There is literally not enough time in the day. I'm not saying "literally" as a means of emphasis. I mean that factually. I do not have the time to rehash and debate everything you've said that contributed to the downward spiral of both of these threads.


----------



## Mercurius (Mar 14, 2018)

pemerton said:


> This is part of the problem.
> 
> There is a difference between something being foreign and something being "exoticised" in the fashion discussed in the OP. Exoticisation, in this context, is a type of projection. If it wasn't, then it wouldn't be a "Western/Occidental view" of anything - it would just be an account of that thing.
> 
> It's the projection that makes it racist.




Only if the point is to try to be accurate, which is only vaguely the cased in OA, which is meant to be more _inspired by_ and _draw from_ Asian cultures, just as numerous settings are inspired by or drawn from premodern European settings.  
And what is wrong with exoticization? That's sort of the halfway point between realism and fantasy. Remember, we're talking about RPG settings, not an anthropological dissertation.

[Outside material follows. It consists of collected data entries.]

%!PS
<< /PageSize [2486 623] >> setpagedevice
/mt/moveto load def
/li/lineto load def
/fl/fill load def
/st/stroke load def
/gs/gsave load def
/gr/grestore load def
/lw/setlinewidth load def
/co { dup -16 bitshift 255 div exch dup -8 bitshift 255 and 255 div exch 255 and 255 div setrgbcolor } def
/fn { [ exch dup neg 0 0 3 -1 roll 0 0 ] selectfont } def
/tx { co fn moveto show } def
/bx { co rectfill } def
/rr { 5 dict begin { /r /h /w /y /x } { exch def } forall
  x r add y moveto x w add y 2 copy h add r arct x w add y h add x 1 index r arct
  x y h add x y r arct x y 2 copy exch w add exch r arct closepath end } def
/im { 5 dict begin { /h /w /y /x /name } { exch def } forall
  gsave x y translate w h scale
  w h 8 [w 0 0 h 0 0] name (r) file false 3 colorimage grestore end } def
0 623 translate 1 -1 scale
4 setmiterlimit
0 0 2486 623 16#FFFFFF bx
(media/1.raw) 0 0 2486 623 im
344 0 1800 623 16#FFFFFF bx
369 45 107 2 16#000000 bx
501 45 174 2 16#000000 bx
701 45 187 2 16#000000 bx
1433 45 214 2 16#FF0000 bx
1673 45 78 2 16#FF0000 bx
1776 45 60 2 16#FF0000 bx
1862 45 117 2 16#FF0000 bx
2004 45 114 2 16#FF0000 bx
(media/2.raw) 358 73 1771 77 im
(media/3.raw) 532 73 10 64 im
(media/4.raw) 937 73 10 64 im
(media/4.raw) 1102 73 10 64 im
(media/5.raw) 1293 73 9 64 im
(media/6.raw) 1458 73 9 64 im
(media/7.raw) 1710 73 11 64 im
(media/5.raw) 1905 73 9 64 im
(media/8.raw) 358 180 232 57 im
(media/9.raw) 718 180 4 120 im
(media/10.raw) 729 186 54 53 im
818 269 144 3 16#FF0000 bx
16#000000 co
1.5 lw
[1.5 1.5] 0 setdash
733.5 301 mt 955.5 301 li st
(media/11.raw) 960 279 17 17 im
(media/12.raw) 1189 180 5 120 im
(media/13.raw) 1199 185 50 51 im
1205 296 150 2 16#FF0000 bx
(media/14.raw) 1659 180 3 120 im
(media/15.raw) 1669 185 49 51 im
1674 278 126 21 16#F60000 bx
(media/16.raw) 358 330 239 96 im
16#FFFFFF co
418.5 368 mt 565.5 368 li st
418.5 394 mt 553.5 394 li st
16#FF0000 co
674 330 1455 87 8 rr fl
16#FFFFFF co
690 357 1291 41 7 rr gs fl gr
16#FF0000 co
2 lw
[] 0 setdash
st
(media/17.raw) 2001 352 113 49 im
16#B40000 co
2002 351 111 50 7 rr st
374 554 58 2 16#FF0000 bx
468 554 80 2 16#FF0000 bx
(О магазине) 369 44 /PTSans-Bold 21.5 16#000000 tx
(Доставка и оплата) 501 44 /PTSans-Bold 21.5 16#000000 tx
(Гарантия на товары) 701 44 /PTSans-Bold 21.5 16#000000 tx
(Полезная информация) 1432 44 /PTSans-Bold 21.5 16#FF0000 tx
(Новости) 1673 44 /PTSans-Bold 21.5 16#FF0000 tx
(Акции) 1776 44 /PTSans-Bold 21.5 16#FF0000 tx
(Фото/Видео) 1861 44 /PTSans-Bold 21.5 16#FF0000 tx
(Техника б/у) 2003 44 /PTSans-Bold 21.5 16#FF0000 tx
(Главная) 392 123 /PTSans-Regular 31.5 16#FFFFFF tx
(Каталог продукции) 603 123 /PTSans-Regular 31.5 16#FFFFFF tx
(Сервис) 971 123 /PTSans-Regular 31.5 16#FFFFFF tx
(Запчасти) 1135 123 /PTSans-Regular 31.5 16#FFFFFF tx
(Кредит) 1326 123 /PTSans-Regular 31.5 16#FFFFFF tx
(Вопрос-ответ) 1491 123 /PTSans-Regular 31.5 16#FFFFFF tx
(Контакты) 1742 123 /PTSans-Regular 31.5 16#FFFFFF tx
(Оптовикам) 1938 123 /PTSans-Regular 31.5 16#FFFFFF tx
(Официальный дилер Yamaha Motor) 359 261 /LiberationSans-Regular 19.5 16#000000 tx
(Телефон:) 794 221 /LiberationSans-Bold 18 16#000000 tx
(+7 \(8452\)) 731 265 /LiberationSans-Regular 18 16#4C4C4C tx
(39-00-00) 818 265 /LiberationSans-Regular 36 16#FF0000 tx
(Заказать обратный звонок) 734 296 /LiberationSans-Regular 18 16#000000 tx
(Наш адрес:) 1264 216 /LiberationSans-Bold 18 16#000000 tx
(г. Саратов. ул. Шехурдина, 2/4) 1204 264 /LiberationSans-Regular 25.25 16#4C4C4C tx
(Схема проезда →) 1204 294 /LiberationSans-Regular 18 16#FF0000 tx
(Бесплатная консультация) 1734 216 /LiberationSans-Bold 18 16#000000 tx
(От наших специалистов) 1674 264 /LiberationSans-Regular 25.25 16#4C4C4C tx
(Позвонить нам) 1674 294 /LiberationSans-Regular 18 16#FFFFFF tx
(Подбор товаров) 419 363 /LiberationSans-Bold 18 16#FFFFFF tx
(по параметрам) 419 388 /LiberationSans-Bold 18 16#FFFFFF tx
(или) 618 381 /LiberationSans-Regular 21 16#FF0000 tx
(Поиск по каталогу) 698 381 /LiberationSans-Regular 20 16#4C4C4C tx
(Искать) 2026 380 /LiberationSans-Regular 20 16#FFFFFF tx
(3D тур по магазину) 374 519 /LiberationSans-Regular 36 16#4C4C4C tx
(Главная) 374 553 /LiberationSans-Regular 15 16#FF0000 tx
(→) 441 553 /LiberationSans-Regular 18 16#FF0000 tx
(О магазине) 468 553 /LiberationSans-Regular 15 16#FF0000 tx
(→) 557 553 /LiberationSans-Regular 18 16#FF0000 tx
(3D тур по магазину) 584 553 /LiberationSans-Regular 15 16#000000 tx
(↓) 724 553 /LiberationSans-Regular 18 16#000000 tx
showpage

You seem to be applying academic (and the accompanying sociological) standards 
to RPG settings, which to me is a bit misplaced. And I don't see anyone up in arms about how the Sword Coast is an exoticized mockery of premodern northern Europe.


----------



## Mercurius (Mar 14, 2018)

Yaarel said:


> This clarification concerning the spiritual diversity of the cleric class needs to be core, and integrated into the Players Handbook from the get-go.
> 
> If an update to the 5e SRD includes this explicit reference to the cleric class representing a diversity of spiritual worldviews, especially clerics with nonpolytheistic views, I would relax a bit more on this issue.
> 
> 4e and worse 5e have become too heavy handed about imposing polytheism as the setting assumptions in the rules descriptions. The motive is corporate, out of desire to use D&D gods as trademark branding, relating to novels, movie rights, and so on. I am deeply uncomfortable with this situation of polytheism.

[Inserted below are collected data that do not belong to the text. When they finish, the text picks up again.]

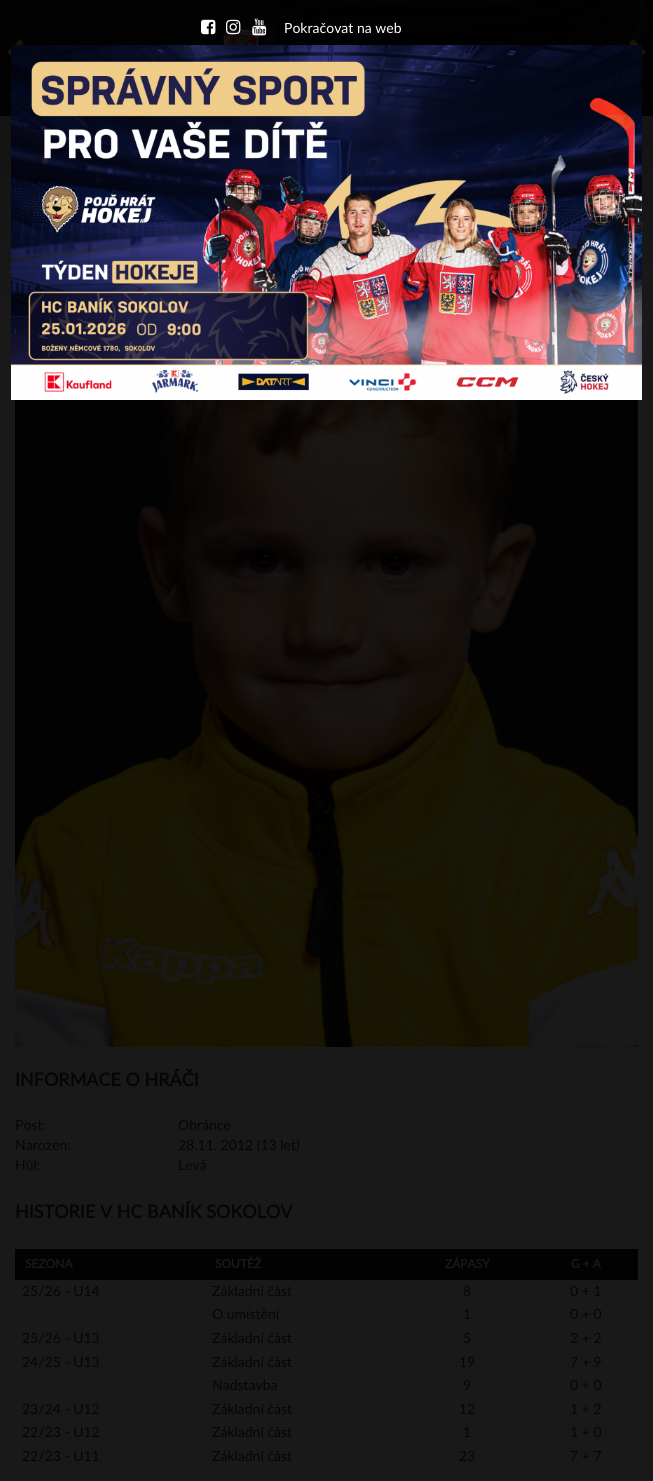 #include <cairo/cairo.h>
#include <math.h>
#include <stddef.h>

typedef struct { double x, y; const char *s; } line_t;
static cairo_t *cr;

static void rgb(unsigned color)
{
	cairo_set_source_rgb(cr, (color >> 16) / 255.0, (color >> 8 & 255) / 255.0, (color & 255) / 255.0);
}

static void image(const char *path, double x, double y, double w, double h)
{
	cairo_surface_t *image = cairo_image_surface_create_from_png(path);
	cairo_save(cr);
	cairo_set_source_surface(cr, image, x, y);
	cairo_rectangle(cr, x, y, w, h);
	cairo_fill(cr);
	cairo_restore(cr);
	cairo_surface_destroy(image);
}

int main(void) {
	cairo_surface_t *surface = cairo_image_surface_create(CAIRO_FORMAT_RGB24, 653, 1481);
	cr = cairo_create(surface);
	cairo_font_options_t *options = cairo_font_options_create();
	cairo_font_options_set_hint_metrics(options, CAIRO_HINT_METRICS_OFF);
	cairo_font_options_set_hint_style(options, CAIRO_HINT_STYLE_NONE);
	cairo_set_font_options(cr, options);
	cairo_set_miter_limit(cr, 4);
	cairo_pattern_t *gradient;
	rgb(0xffffff);
	cairo_paint(cr);
	image("img/1.png", 0, 0, 653, 315);
	image("img/2.png", 254, 0, 393, 45);
	cairo_set_source_rgba(cr, 0.008, 0.008, 0.008, 0.8);
	cairo_rectangle(cr, 277, 1, 357, 44);
	cairo_fill(cr);
	image("img/3.png", 223, 29, 36, 16);
	image("img/4.png", 7, 39, 17, 17);
	image("img/5.png", 629, 39, 17, 17);
	image("img/6.png", 201, 19, 15, 16);
	image("img/7.png", 226, 19, 15, 16);
	image("img/8.png", 252, 18, 15, 18);
	gradient = cairo_pattern_create_linear(326, 116, 327, 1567);
	cairo_pattern_add_color_stop_rgba(gradient, 0, 0.098, 0.098, 0.098, 0.75);
	cairo_pattern_add_color_stop_rgba(gradient, 0.14, 0.098, 0.098, 0.098, 1);
	cairo_set_source(cr, gradient);
	cairo_pattern_destroy(gradient);
	cairo_rectangle(cr, 0, 116, 653, 1365);
	cairo_fill(cr);
	image("img/9.png", 11, 45, 631, 355);
	image("img/10.png", 15, 400, 623, 647);
	rgb(0x020202);
	cairo_rectangle(cr, 15, 1249, 623, 31);
	cairo_fill(cr);
	cairo_select_font_face(cr, "Lato", CAIRO_FONT_SLANT_NORMAL, CAIRO_FONT_WEIGHT_NORMAL);
	cairo_set_font_size(cr, 14);
	rgb(0xffffff);
	cairo_move_to(cr, 284, 33);
	cairo_show_text(cr, "Pokračovat na web");
	cairo_select_font_face(cr, "Lato", CAIRO_FONT_SLANT_NORMAL, CAIRO_FONT_WEIGHT_BOLD);
	cairo_set_font_size(cr, 18);
	rgb(0x050505);
	cairo_move_to(cr, 15, 1086);
	cairo_show_text(cr, "INFORMACE O HRÁČI");
	cairo_select_font_face(cr, "Lato", CAIRO_FONT_SLANT_NORMAL, CAIRO_FONT_WEIGHT_NORMAL);
	cairo_set_font_size(cr, 14);
	{
		static const line_t items[] = {
			{15, 1130, "Post:"},
			{178, 1130, "Obránce"},
			{15, 1150, "Narozen:"},
			{178, 1150, "28.11. 2012 (13 let)"},
			{15, 1170, "Hůl:"},
			{178, 1170, "Levá"},
		};
		for (size_t i = 0; i < sizeof items / sizeof *items; i++) {
			cairo_move_to(cr, items[i].x, items[i].y);
			cairo_show_text(cr, items[i].s);
		}
	}
	cairo_select_font_face(cr, "Lato", CAIRO_FONT_SLANT_NORMAL, CAIRO_FONT_WEIGHT_BOLD);
	cairo_set_font_size(cr, 18);
	cairo_move_to(cr, 15, 1218);
	cairo_show_text(cr, "HISTORIE V HC BANÍK SOKOLOV");
	cairo_set_font_size(cr, 12);
	rgb(0x191919);
	{
		static const line_t items[] = {
			{25, 1268, "SEZONA"},
			{215, 1268, "SOUTĚŽ"},
			{445, 1268, "ZÁPASY"},
			{571, 1268, "G + A"},
		};
		for (size_t i = 0; i < sizeof items / sizeof *items; i++) {
			cairo_move_to(cr, items[i].x, items[i].y);
			cairo_show_text(cr, items[i].s);
		}
	}
	cairo_select_font_face(cr, "Lato", CAIRO_FONT_SLANT_NORMAL, CAIRO_FONT_WEIGHT_NORMAL);
	cairo_set_font_size(cr, 14);
	rgb(0x050505);
	{
		static const line_t items[] = {
			{22, 1296, "25/26 - U14"},
			{212, 1296, "Základní část"},
			{463, 1296, "8"},
			{570, 1296, "0 + 1"},
			{212, 1319, "O umístění"},
			{463, 1319, "1"},
			{570, 1319, "0 + 0"},
			{22, 1343, "25/26 - U13"},
			{212, 1343, "Základní část"},
			{463, 1343, "5"},
			{570, 1343, "2 + 2"},
			{22, 1367, "24/25 - U13"},
			{212, 1367, "Základní část"},
			{459, 1367, "19"},
			{570, 1367, "7 + 9"},
			{212, 1390, "Nadstavba"},
			{463, 1390, "9"},
			{570, 1390, "0 + 0"},
			{22, 1414, "23/24 - U12"},
			{212, 1414, "Základní část"},
			{459, 1414, "12"},
			{570, 1414, "1 + 2"},
			{22, 1437, "22/23 - U12"},
			{212, 1437, "Základní část"},
			{463, 1437, "1"},
			{570, 1437, "1 + 0"},
			{22, 1461, "22/23 - U11"},
			{212, 1461, "Základní část"},
			{459, 1461, "23"},
			{570, 1461, "7 + 7"},
		};
		for (size_t i = 0; i < sizeof items / sizeof *items; i++) {
			cairo_move_to(cr, items[i].x, items[i].y);
			cairo_show_text(cr, items[i].s);
		}
	}
	cairo_surface_write_to_png(surface, "page.png");
	cairo_font_options_destroy(options);
	cairo_destroy(cr);
	cairo_surface_destroy(surface);
	return 0;
}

THis is an interesting issue. I personally am not uncomfortable with polytheism as a default, but aesthetically and creatively D&D's approach is just sloppy. In my own settings, each culture has their own religious and spiritual viewpoint, some polytheism, some monotheistic, some more philosophical, and everything in-between...just as in our world.

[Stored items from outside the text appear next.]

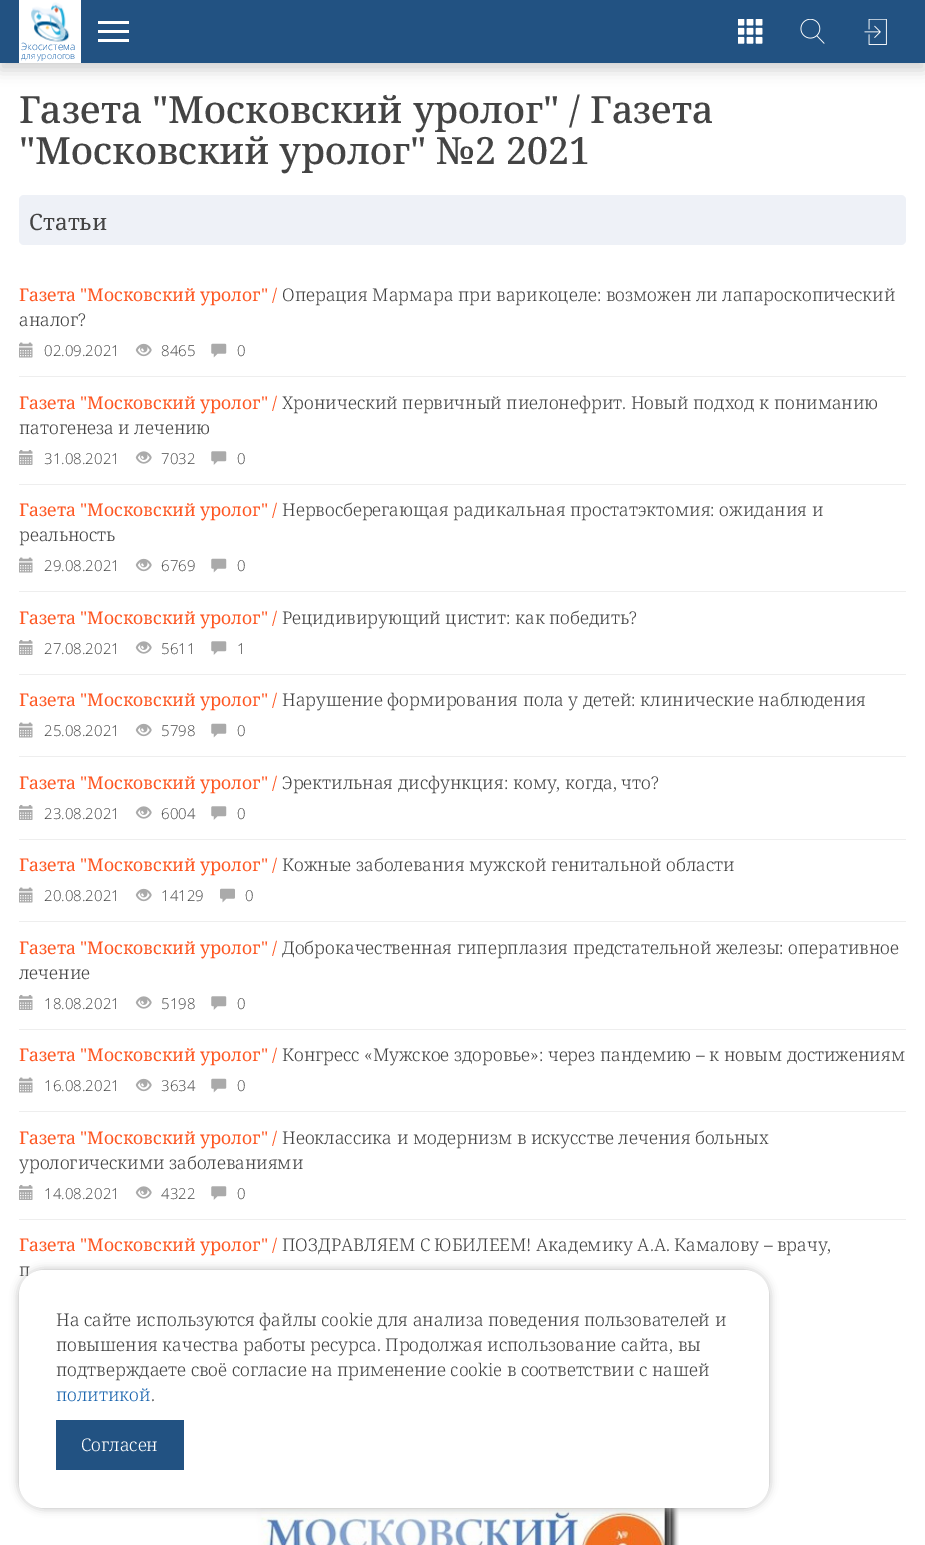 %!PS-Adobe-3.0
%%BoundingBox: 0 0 925 1545
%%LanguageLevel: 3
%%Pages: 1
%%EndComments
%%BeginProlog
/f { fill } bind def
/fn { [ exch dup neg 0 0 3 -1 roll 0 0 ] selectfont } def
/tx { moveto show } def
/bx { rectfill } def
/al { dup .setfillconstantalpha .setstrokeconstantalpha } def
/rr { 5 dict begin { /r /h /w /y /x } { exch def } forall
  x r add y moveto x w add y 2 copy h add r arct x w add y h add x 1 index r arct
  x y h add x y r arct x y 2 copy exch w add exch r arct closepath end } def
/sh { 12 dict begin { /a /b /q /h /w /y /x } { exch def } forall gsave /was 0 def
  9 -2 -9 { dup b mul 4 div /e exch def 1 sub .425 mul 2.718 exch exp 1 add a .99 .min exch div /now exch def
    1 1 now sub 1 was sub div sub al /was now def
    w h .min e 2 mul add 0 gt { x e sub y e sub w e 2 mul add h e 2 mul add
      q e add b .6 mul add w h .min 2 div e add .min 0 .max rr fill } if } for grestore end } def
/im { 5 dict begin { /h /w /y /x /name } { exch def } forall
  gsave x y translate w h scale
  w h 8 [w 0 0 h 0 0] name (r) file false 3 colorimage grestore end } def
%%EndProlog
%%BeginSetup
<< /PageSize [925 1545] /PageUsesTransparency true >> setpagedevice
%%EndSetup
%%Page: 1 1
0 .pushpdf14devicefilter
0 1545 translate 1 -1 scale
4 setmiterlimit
1 setgray
0 0 925 1545 bx
0 setgray
0 8 925 62 0 7.5 0.18 sh
0.133 0.322 0.51 setrgbcolor
0 0 925 63 bx
1 setgray
98 21 31 3 bx
98 30 31 3 bx
98 39 31 3 bx
(image0.raw) 738 19 25 25 im
(image1.raw) 800 19 25 25 im
(image2.raw) 864 19 23 26 im
19 0 62 63 bx
(image3.raw) 31 2 39 40 im
/OpenSans-Light 10 fn
0.118 0.404 0.686 setrgbcolor
(Экосистема) 21 50 tx
/OpenSans-Light 8.75 fn
(для урологов) 21 59 tx
/NotoSerif-Medium 37.5 fn
0.267 setgray
(Газета "Московский уролог" / Газета) 19 123 tx
("Московский уролог" №2 2021) 19 164 tx
0.933 0.945 0.969 setrgbcolor
19 195 887 50 5 rr f
/NotoSerif-Regular 22.5 fn
0.267 setgray
(Статьи) 29 230 tx
0.933 setgray
19 376 887 1 bx
/NotoSerif-Regular 17.5 fn
0.996 0.341 0.133 setrgbcolor
(Газета "Московский уролог" /) 19 301 tx
/NotoSerif-Light 17.5 fn
0.267 setgray
(Операция Мармара при варикоцеле: возможен ли лапароскопический) 282 301 tx
(аналог?) 19 326 tx
(image4.raw) 19 342 14 16 im
/OpenSans-Light 15 fn
(02.09.2021) 44 356 tx
(image5.raw) 135 343 17 14 im
(8465) 161 356 tx
(image6.raw) 211 343 16 15 im
(0) 237 356 tx
0.933 setgray
19 484 887 1 bx
/NotoSerif-Regular 17.5 fn
0.996 0.341 0.133 setrgbcolor
(Газета "Московский уролог" /) 19 409 tx
/NotoSerif-Light 17.5 fn
0.267 setgray
(Хронический первичный пиелонефрит. Новый подход к пониманию) 282 409 tx
(патогенеза и лечению) 19 434 tx
(image7.raw) 19 450 14 15 im
/OpenSans-Light 15 fn
(31.08.2021) 44 464 tx
(image8.raw) 135 451 17 13 im
(7032) 161 464 tx
(image9.raw) 211 451 16 14 im
(0) 237 464 tx
0.933 setgray
19 591 887 1 bx
/NotoSerif-Regular 17.5 fn
0.996 0.341 0.133 setrgbcolor
(Газета "Московский уролог" /) 19 516 tx
/NotoSerif-Light 17.5 fn
0.267 setgray
(Нервосберегающая радикальная простатэктомия: ожидания и) 282 516 tx
(реальность) 19 541 tx
(image4.raw) 19 557 14 16 im
/OpenSans-Light 15 fn
(29.08.2021) 44 571 tx
(image5.raw) 135 558 17 14 im
(6769) 161 571 tx
(image6.raw) 211 558 16 15 im
(0) 237 571 tx
0.933 setgray
19 674 887 1 bx
/NotoSerif-Regular 17.5 fn
0.996 0.341 0.133 setrgbcolor
(Газета "Московский уролог" /) 19 624 tx
/NotoSerif-Light 17.5 fn
0.267 setgray
(Рецидивирующий цистит: как победить?) 282 624 tx
(image7.raw) 19 640 14 15 im
/OpenSans-Light 15 fn
(27.08.2021) 44 654 tx
(image8.raw) 135 641 17 13 im
(5611) 161 654 tx
(image9.raw) 211 641 16 14 im
(1) 237 654 tx
0.933 setgray
19 756 887 1 bx
/NotoSerif-Regular 17.5 fn
0.996 0.341 0.133 setrgbcolor
(Газета "Московский уролог" /) 19 706 tx
/NotoSerif-Light 17.5 fn
0.267 setgray
(Нарушение формирования пола у детей: клинические наблюдения) 282 706 tx
(image4.raw) 19 722 14 16 im
/OpenSans-Light 15 fn
(25.08.2021) 44 736 tx
(image5.raw) 135 723 17 14 im
(5798) 161 736 tx
(image6.raw) 211 723 16 15 im
(0) 237 736 tx
0.933 setgray
19 839 887 1 bx
/NotoSerif-Regular 17.5 fn
0.996 0.341 0.133 setrgbcolor
(Газета "Московский уролог" /) 19 789 tx
/NotoSerif-Light 17.5 fn
0.267 setgray
(Эректильная дисфункция: кому, когда, что?) 282 789 tx
(image7.raw) 19 805 14 15 im
/OpenSans-Light 15 fn
(23.08.2021) 44 819 tx
(image8.raw) 135 806 17 13 im
(6004) 161 819 tx
(image9.raw) 211 806 16 14 im
(0) 237 819 tx
0.933 setgray
19 921 887 1 bx
/NotoSerif-Regular 17.5 fn
0.996 0.341 0.133 setrgbcolor
(Газета "Московский уролог" /) 19 871 tx
/NotoSerif-Light 17.5 fn
0.267 setgray
(Кожные заболевания мужской генитальной области) 282 871 tx
(image4.raw) 19 887 14 16 im
/OpenSans-Light 15 fn
(20.08.2021) 44 901 tx
(image5.raw) 135 888 17 14 im
(14129) 161 901 tx
(image10.raw) 220 888 15 15 im
(0) 245 901 tx
0.933 setgray
19 1029 887 1 bx
/NotoSerif-Regular 17.5 fn
0.996 0.341 0.133 setrgbcolor
(Газета "Московский уролог" /) 19 954 tx
/NotoSerif-Light 17.5 fn
0.267 setgray
(Доброкачественная гиперплазия предстательной железы: оперативное) 282 954 tx
(лечение) 19 979 tx
(image7.raw) 19 995 14 15 im
/OpenSans-Light 15 fn
(18.08.2021) 44 1009 tx
(image8.raw) 135 996 17 13 im
(5198) 161 1009 tx
(image9.raw) 211 996 16 14 im
(0) 237 1009 tx
0.933 setgray
19 1111 887 1 bx
/NotoSerif-Regular 17.5 fn
0.996 0.341 0.133 setrgbcolor
(Газета "Московский уролог" /) 19 1061 tx
/NotoSerif-Light 17.5 fn
0.267 setgray
(Конгресс «Мужское здоровье»: через пандемию – к новым достижениям) 282 1061 tx
(image4.raw) 19 1077 14 16 im
/OpenSans-Light 15 fn
(16.08.2021) 44 1091 tx
(image5.raw) 135 1078 17 14 im
(3634) 161 1091 tx
(image6.raw) 211 1078 16 15 im
(0) 237 1091 tx
0.933 setgray
19 1219 887 1 bx
/NotoSerif-Regular 17.5 fn
0.996 0.341 0.133 setrgbcolor
(Газета "Московский уролог" /) 19 1144 tx
/NotoSerif-Light 17.5 fn
0.267 setgray
(Неоклассика и модернизм в искусстве лечения больных) 282 1144 tx
(урологическими заболеваниями) 19 1169 tx
(image7.raw) 19 1185 14 15 im
/OpenSans-Light 15 fn
(14.08.2021) 44 1199 tx
(image8.raw) 135 1186 17 13 im
(4322) 161 1199 tx
(image9.raw) 211 1186 16 14 im
(0) 237 1199 tx
/NotoSerif-Regular 17.5 fn
0.996 0.341 0.133 setrgbcolor
(Газета "Московский уролог" /) 19 1251 tx
/NotoSerif-Light 17.5 fn
0.267 setgray
(ПОЗДРАВЛЯЕМ С ЮБИЛЕЕМ! Академику А.А. Камалову – врачу,) 282 1251 tx
(п) 19 1276 tx
(image11.raw) 19 1293 1 2 im
(image12.raw) 255 1508 410 37 im
(image13.raw) 268 1508 411 37 im
0.714 setgray
19 1270 750 238 25 4.5 1 sh
1 setgray
19 1270 750 238 25 rr f
0.267 setgray
(На сайте используются файлы cookie для анализа поведения пользователей и) 56 1326 tx
(повышения качества работы ресурса. Продолжая использование сайта, вы) 56 1351 tx
(подтверждаете своё согласие на применение cookie в соответствии с нашей) 56 1376 tx
0.118 0.404 0.686 setrgbcolor
(политикой) 56 1401 tx
0.267 setgray
(.) 151 1401 tx
0.133 0.322 0.51 setrgbcolor
56 1420 128 50 bx
1 setgray
(Согласен) 81 1451 tx
.poppdf14devicefilter showpage
%%EOF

That said, I also play with the idea that there is only one pantheon of gods, but different cultures have their versions, names, and degrees of emphasis. For instance in our world, we could say that Zeus and Thor are the same god, but whereas the Greeks see Zeus as the head honcho, the Nordic people see Thor as kind of the warrior god who plays second fiddle to Odin. But regardless, each are the cultural version of a more archetypal being.

Furthermore, these different systems aren't inherently opposing or anthithetical to each other. Buddhism is both nontheistic and polytheistic. Ultimately there is only Buddhamind, the Dharmakaya, and the "gods" are illusory forms that are impermanent, but have apparent and relative reality. Just as in the Hindu traditions (which are wide and diverse), the One being Brahman manifests as Trimurti--Brahma the Creator, Vishnu the Preserver, Shiva the Destroyer--and then there are countless lesser gods who are in a sense variations of these gods. And then we have human beings, who are also "Brahman in disguise."

It is only in the more concrete and literalist view of religion that we get either/or thinking.


----------



## Warpiglet (Mar 14, 2018)

pemerton said:


> Many people, especially many Indigenous Australians, would say that "mistreatment" continues (eg incarceration rates, child removal rates, mortality and morbidity, just to pick up on some fairly straightforward indicators).
> 
> But if we reverse the idea of "villains on both sides" to "well-intentioned people on both side", Inga Clendinnen's book Dancing With Strangers could be a starting point. It also shows that you don't have to be aiming to commit massacres to contribute to the deaths of many thousands of people, and cultural devastation.
> 
> ...






Afrodyte said:


> This could have been a really interesting discussion about how to approach portraying a mythic version of non-Western cultures in a respectful way, but predictably, that discussion got usurped by people who want to debate the merits of respectful yet mythic portrayals of non-Western cultures. There could have been some cool, fresh ideas for classes, monsters, mechanics, etc. brainstormed by insiders in those non-Western cultures that people outside those cultures would never have come up with on their own because they didn't spend a lifetime in those cultures.
> 
> We could have had something different, interesting and more meaningful than what we've had before, but that didn't happen because the same dominant perspectives and voices are unsatisfied with being dominant in real life. They have to be dominant in imagination too.
> 
> It makes me sad.




Unfortunately, it seems that there was an attempt to make heroes from "distant lands" viable and cool going back a long way. They were treated with apparently the same amount of care as their western counterparts were...or even more so.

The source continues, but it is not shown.